Leonardo Bras leobras.c at gmail.com
Sat Sep 12 03:07:38 AEST 2020


Cc: linuxppc-dev at lists.ozlabs.org, linux-kernel at vger.kernel.org, 

So far it's assumed possible to map the guest RAM 1:1 to the bus, which
works with a small number of devices.
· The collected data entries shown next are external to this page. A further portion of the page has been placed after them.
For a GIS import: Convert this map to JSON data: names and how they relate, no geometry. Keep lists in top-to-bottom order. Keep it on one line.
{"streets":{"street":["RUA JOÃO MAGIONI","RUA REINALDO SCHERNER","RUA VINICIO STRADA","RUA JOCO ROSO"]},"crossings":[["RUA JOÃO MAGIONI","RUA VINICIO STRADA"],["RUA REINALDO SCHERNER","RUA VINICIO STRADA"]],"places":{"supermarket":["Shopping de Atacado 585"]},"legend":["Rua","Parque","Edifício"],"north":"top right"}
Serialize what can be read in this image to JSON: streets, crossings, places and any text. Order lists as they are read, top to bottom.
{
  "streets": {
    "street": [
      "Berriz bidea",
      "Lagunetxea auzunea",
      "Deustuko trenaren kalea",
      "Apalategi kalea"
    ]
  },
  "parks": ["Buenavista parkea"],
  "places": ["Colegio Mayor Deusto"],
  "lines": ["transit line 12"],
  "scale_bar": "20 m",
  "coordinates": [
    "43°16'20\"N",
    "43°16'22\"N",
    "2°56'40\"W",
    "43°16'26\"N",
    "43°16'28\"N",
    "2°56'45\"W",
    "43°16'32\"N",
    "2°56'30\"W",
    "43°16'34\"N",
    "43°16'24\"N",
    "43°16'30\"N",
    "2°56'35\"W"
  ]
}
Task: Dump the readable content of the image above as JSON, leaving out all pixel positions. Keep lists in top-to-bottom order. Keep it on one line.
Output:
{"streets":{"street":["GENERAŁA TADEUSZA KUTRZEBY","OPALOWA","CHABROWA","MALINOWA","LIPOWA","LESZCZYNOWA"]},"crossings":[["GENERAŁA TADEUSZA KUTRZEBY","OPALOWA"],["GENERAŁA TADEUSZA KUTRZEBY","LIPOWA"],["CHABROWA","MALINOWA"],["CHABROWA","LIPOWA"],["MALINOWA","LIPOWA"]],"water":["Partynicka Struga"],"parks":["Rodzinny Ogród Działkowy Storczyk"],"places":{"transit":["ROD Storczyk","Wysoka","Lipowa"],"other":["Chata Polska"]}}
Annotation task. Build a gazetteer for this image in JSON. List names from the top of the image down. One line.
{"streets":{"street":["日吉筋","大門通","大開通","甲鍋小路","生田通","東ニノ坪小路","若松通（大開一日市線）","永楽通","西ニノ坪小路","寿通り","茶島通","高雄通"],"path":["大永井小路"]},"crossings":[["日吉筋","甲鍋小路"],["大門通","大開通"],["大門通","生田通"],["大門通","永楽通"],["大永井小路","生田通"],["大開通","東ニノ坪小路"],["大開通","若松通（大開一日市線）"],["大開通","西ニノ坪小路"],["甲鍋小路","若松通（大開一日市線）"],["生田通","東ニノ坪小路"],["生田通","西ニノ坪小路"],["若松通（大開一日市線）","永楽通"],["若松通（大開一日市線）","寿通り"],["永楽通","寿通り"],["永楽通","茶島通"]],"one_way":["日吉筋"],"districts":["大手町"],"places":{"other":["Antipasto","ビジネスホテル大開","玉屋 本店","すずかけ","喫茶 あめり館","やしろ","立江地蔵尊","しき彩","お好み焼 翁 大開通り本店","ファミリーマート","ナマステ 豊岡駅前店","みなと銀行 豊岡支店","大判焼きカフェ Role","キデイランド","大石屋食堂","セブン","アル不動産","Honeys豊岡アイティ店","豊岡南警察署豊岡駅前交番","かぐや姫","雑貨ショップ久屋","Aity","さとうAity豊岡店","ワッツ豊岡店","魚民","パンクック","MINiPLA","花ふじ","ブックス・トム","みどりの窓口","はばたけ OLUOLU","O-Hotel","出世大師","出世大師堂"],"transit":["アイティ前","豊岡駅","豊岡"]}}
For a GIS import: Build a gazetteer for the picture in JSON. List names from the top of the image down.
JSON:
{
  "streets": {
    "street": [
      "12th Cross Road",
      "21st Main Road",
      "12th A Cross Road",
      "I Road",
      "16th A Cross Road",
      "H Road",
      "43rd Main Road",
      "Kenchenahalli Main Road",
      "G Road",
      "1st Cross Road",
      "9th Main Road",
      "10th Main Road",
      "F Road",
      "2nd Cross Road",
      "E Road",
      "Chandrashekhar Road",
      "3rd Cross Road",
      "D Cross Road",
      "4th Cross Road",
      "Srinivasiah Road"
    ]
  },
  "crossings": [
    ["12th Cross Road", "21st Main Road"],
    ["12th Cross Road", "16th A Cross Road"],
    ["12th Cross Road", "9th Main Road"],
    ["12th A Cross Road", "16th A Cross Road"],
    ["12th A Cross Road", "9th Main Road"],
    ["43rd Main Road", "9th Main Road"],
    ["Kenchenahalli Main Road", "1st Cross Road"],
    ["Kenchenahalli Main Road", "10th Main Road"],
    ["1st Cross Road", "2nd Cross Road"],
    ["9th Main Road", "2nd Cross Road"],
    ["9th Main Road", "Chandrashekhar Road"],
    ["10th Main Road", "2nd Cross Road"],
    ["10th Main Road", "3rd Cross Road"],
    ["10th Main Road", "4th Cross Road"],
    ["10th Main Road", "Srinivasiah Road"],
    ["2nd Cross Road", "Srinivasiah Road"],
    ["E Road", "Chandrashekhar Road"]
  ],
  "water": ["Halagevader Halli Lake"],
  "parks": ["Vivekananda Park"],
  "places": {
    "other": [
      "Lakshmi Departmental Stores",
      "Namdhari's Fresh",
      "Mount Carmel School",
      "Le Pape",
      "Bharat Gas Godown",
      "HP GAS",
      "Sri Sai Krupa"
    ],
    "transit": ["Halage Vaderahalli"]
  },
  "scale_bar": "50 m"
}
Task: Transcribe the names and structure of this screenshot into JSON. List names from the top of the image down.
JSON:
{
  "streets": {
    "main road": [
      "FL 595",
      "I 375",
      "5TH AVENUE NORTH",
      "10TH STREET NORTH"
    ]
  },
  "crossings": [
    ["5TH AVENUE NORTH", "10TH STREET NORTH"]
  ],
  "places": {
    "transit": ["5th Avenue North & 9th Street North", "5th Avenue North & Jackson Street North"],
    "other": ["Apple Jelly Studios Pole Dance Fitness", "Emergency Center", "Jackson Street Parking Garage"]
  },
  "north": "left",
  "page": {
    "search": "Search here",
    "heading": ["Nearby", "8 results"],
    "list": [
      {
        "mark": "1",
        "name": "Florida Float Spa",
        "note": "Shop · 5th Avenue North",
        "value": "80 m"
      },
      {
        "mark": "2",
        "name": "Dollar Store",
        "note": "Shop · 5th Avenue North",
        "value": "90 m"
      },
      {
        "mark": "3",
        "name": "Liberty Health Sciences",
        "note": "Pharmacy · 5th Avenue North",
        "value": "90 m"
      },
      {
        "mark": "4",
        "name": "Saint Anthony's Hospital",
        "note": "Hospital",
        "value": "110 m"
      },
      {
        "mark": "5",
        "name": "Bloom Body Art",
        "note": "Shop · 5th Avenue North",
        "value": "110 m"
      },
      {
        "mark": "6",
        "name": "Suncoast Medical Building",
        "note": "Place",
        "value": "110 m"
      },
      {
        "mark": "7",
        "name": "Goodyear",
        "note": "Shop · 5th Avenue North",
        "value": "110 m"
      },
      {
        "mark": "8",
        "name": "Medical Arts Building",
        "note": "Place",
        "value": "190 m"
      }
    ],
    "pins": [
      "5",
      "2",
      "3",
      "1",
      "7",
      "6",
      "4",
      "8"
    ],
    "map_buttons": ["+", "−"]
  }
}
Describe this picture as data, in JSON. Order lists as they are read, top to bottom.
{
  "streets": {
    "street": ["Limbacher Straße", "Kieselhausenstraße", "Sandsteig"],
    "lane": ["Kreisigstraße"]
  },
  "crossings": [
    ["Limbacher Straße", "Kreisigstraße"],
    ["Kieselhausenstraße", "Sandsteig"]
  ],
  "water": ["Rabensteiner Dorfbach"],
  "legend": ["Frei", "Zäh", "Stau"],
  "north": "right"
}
SRIOV changes it as the user can
configure hundreds VFs and since phyp preallocates TCEs and does not
allow IOMMU pages bigger than 64K, it has to limit the number of TCEs
per a PE to limit waste of physical pages.

As of today, if the assumed direct mapping is not possible, DDW creation
is skipped and the default DMA window "ibm,dma-window" is used instead.

The default DMA window uses 4k pages instead of 64k pages, and since
the amount of pages (TCEs) may stay the same (on pHyp case), making
use of DDW instead of the default DMA window for indirect mapping will
expand in up to 16x the amount of memory that can be mapped on DMA.

Indirect mapping will only be used if direct mapping is not a
possibility.

For indirect mapping, it's necessary to re-create the iommu_table with
the new DMA window parameters, so iommu_alloc() can use it.

Removing the default DMA window for using DDW with indirect mapping
is only allowed if there is no current IOMMU memory allocated in
the iommu_table. enable_ddw() is aborted otherwise.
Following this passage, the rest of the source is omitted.